Criteri di selezione:
1° anno: 32 squadre tra il 21esimo e il 52esimo posto nel ranking
2° anno e successivi: 16 squadre che l’anno precedente hanno giocato la seconda fase (ovvero tutte meno le 4 promosse) + 8 promosse dalla C3 + le 8 squadre con il miglior ranking europeo che non hanno diritto a giocare in C1 o C2 (potenzialmente potrebbero esserci squadre che hanno ben figurato in C3 senza ottenere la promozione).

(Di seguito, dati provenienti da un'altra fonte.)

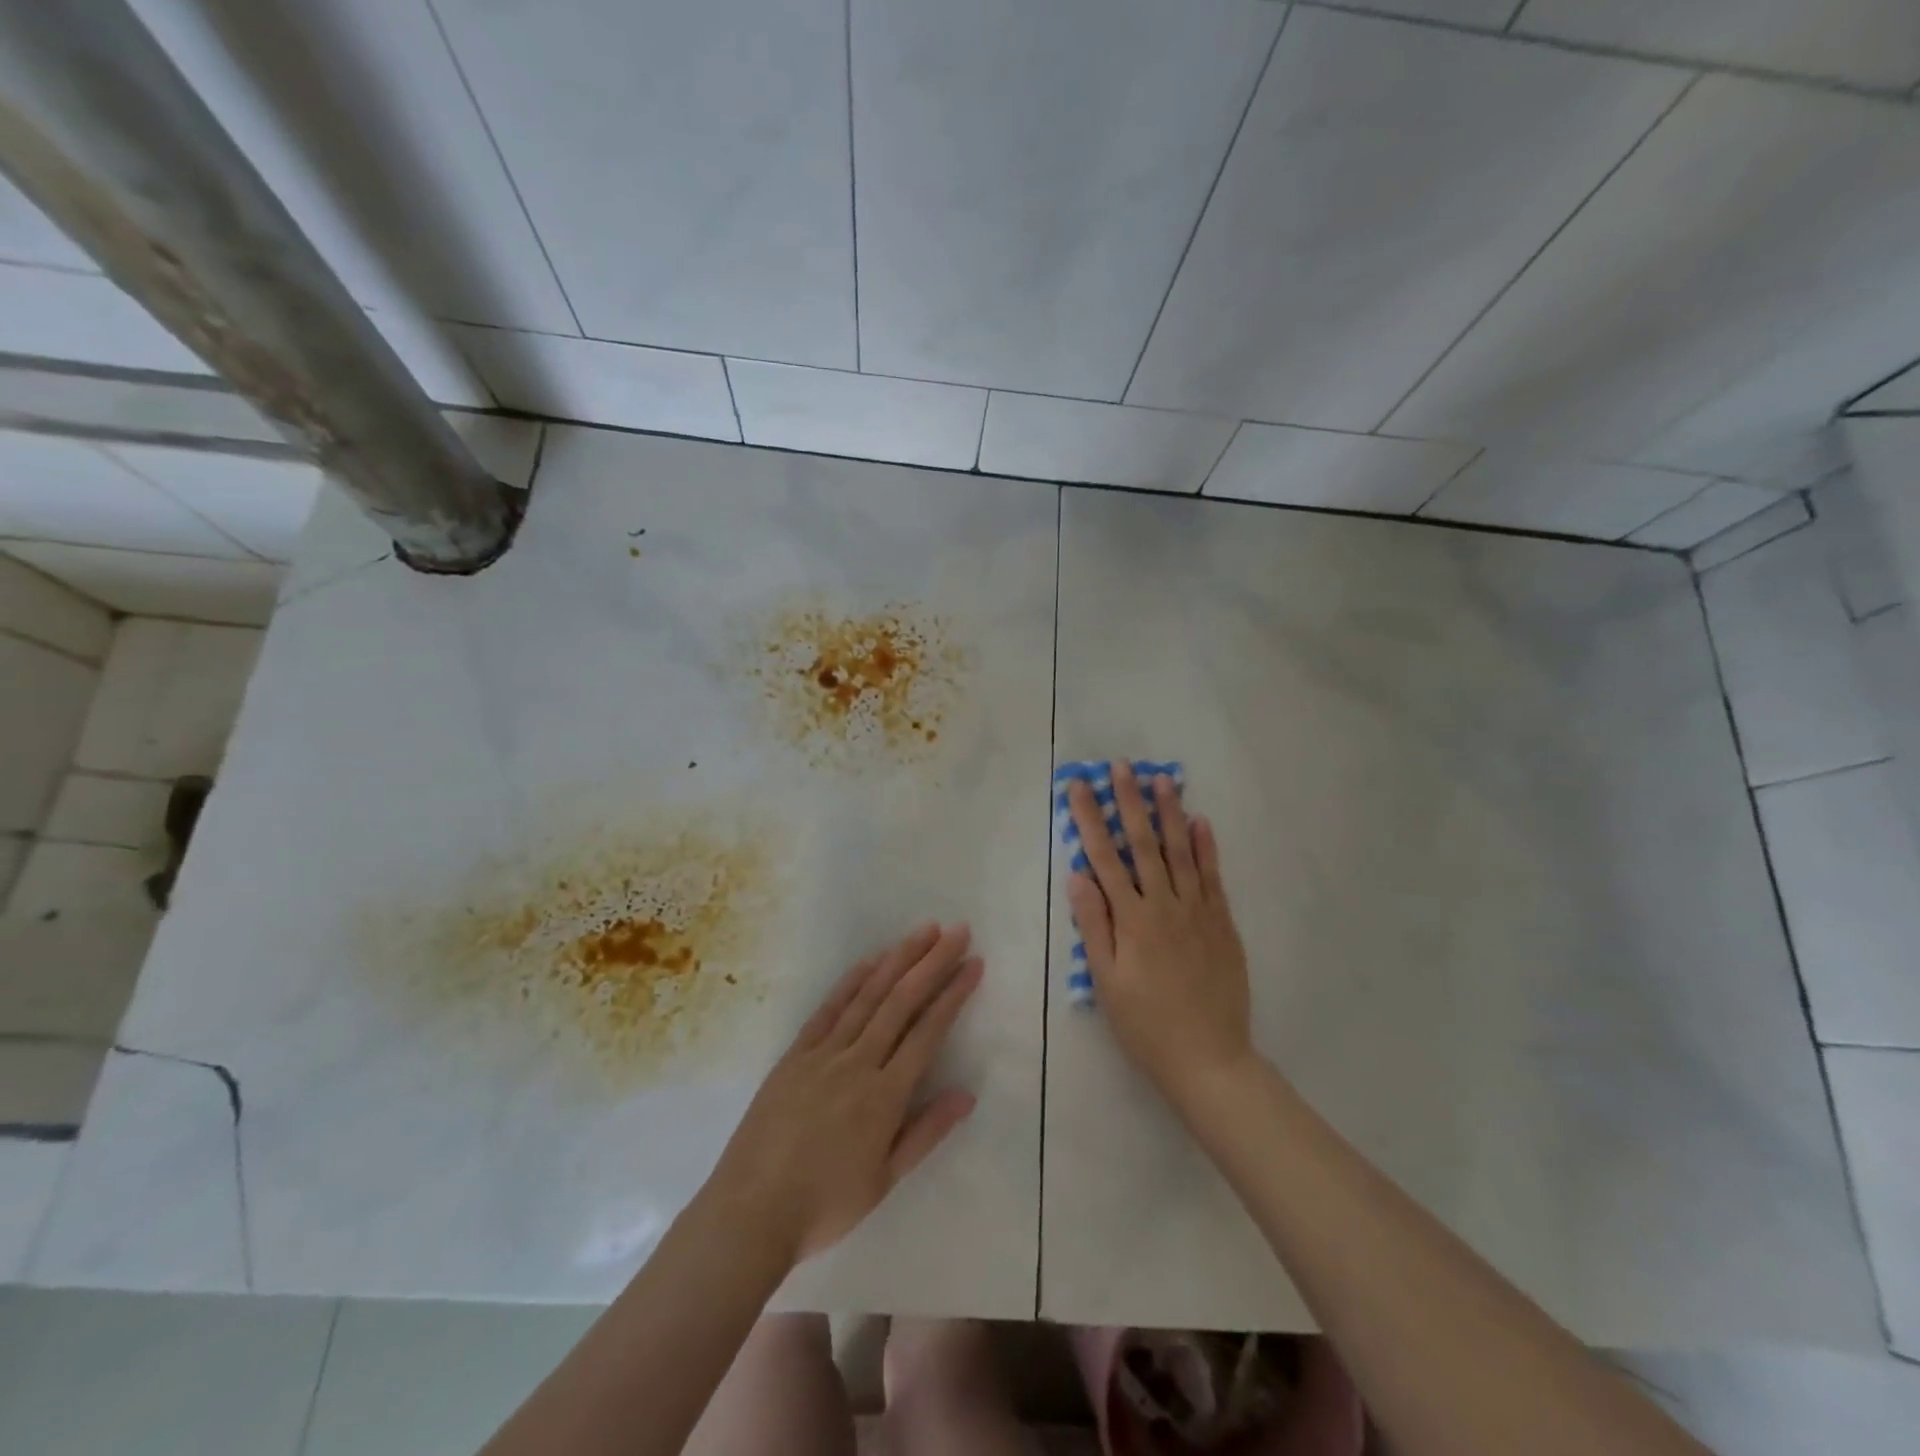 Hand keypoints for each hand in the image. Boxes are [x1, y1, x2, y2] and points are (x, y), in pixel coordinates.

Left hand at [706, 923, 982, 1264]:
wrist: (750, 1212)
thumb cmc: (825, 1205)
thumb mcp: (885, 1180)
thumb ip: (926, 1132)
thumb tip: (967, 1094)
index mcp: (884, 1096)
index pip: (928, 1031)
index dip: (953, 994)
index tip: (973, 963)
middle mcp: (857, 1063)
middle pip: (901, 1001)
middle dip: (932, 962)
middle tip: (957, 931)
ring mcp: (823, 1053)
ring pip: (867, 996)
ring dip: (898, 959)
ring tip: (923, 932)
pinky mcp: (795, 1054)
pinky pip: (828, 1009)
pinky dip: (851, 981)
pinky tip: (869, 961)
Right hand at [1067, 761, 1252, 1108]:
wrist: (1209, 1058)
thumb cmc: (1146, 1024)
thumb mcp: (1106, 981)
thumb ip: (1094, 925)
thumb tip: (1078, 875)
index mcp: (1132, 919)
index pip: (1105, 858)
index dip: (1090, 819)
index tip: (1079, 787)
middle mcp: (1165, 905)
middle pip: (1143, 844)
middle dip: (1129, 802)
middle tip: (1122, 767)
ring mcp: (1198, 911)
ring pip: (1181, 852)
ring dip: (1170, 813)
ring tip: (1162, 780)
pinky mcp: (1222, 923)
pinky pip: (1213, 876)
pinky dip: (1206, 847)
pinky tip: (1201, 822) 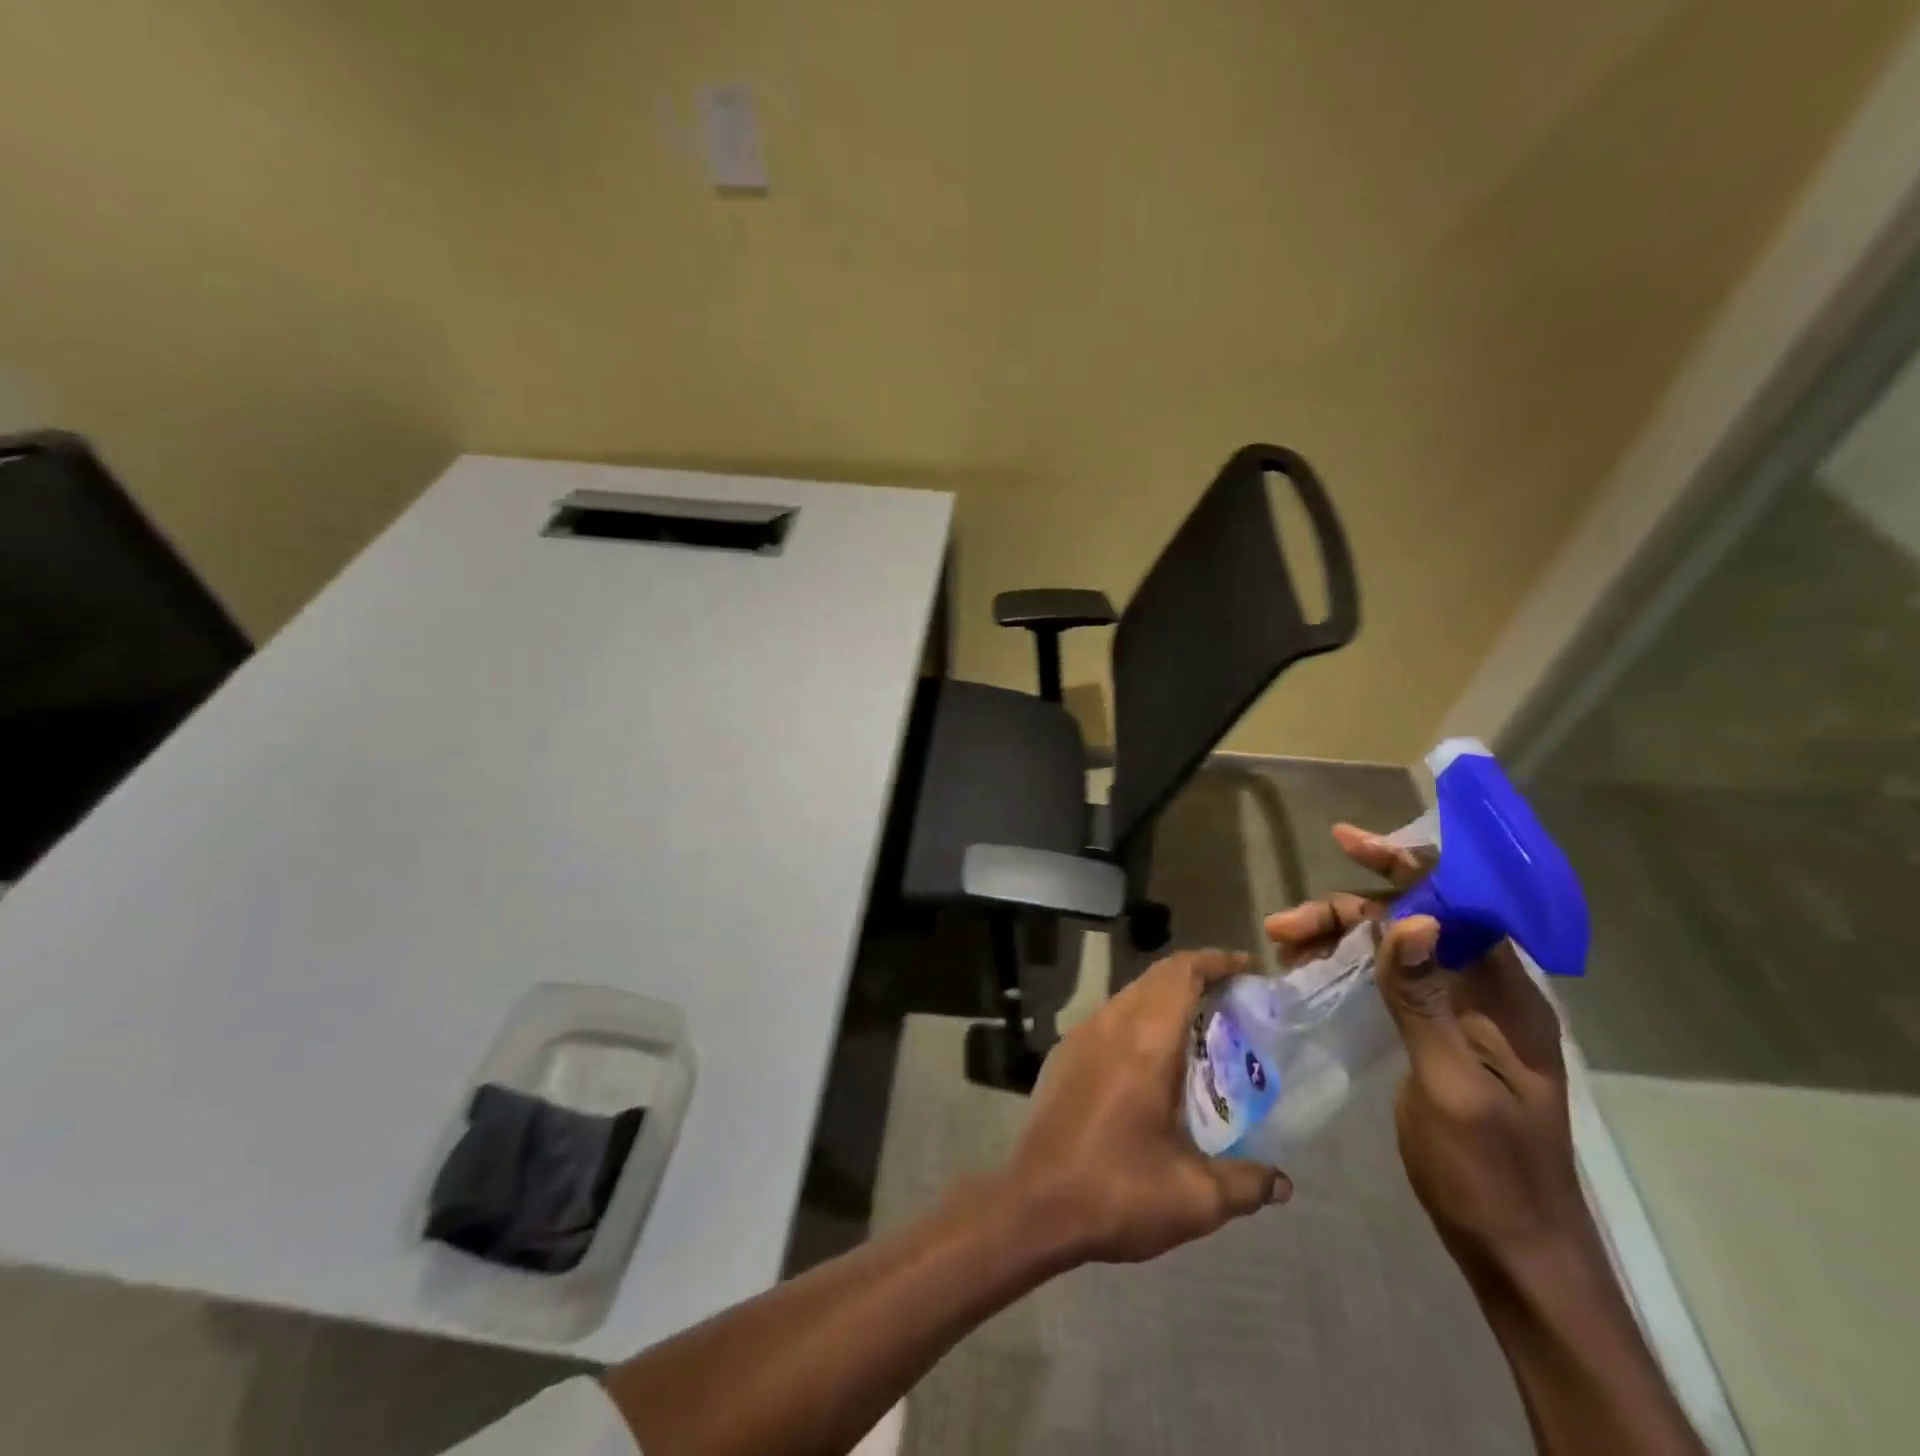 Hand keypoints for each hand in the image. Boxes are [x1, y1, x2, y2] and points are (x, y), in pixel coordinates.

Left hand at [1004, 948, 1292, 1264]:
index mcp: (1144, 1043)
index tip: (1247, 969)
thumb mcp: (1194, 1199)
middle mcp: (1110, 1025)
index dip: (1214, 962)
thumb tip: (1282, 1182)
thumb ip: (1245, 1184)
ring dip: (1165, 998)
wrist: (1032, 1204)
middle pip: (1156, 977)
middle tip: (1234, 1001)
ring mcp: (1080, 1037)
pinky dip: (1139, 1019)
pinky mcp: (1063, 1055)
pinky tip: (1153, 1060)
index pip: (1180, 973)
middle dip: (1196, 977)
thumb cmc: (1116, 1193)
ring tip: (1200, 1029)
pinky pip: (1109, 1018)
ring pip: (1130, 995)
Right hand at [1265, 825, 1591, 1273]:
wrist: (1516, 1255)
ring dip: (1341, 938)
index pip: (1458, 905)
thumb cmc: (1488, 1173)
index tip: (1348, 841)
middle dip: (1348, 912)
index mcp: (1507, 997)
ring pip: (1396, 950)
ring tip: (1285, 945)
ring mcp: (1462, 1016)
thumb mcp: (1451, 1086)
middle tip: (1284, 925)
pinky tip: (1312, 972)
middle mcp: (1487, 994)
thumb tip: (1410, 920)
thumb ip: (1425, 1001)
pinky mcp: (1438, 1037)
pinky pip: (1391, 982)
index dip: (1407, 866)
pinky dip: (1349, 968)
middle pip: (1415, 923) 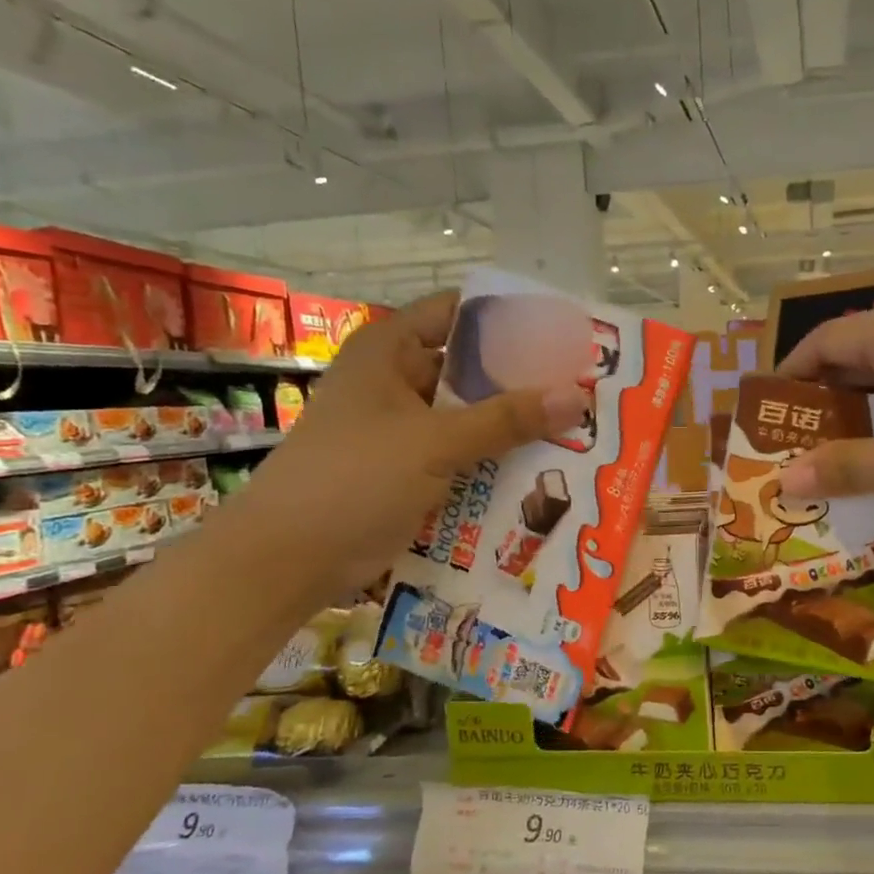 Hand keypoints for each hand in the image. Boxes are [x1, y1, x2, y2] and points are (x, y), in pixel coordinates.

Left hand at [227, 291, 588, 598]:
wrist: (287, 560)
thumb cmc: (353, 480)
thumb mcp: (434, 443)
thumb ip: (506, 419)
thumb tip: (578, 396)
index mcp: (391, 351)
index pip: (460, 313)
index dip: (510, 319)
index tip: (564, 333)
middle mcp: (398, 381)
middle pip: (472, 368)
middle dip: (524, 380)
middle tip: (585, 388)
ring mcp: (404, 429)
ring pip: (471, 416)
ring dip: (515, 426)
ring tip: (579, 429)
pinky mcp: (411, 470)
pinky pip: (464, 455)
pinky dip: (496, 460)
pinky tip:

IMMAGINANDO UNA COPPA DEL GENERE SULLA BASE DEL RANKING 2016 QUEST’ANNO SI POTREBBERO AVERE QUESTI GIRONI
A Shaktar – Villareal – Dnipro – Sp Braga
B AtBilbao – Ajax – Anderlecht – Salisburgo
C Tottenham – Inter – Rubin – Malaga
D Olympiakos – Galatasaray – Sporting L – Bruges
E Milan – PSV – CSKA Mosca – Borussia M
F Dinamo Kiev – Fiorentina – Marsiglia – Hannover96
G Lazio – Liverpool – Viktoria Plzen – Fenerbahce
H Lione – Wolfsburg – AZ Alkmaar – Roma
In sostanza per C1 e C2 non ci sarebbe più qualificazione su base nazionale (quindi addio ai 4 posti o 3 posti fissi dei campionati) ma solo sulla base del ranking, che – ricordiamolo – considera i risultati europei delle singole squadre negli ultimi 5 anni.
Ovviamente la C2 (ma anche la C3) si giocherebbero poi fino alla fine per avere una vincente, ma anche per far guadagnare ulteriori punti ranking alle squadre vincenti che in questo modo avrebbero una posizione più vantaggiosa nella stagione successiva.
La C3 avrebbe a questo punto 48 squadre e lo svolgimento sarebbe esattamente come l’attuale Europa League. 12 gironi da 4 con 2 qualificate che accolgono ai sedicesimi le 8 retrocesse dalla C2.
La novità: gli ottavi di finale sarebbero già decisivi perchè le vincenti verrebbero promosse in C2.
Da lì alla finale i punti sarebbero comunque fondamentali per il ranking.
Chi partecipa alla C3? Ogni paese qualifica lo stesso numero di squadre attualmente previste per l’Europa League più le eventuali squadre non incluse in Champions.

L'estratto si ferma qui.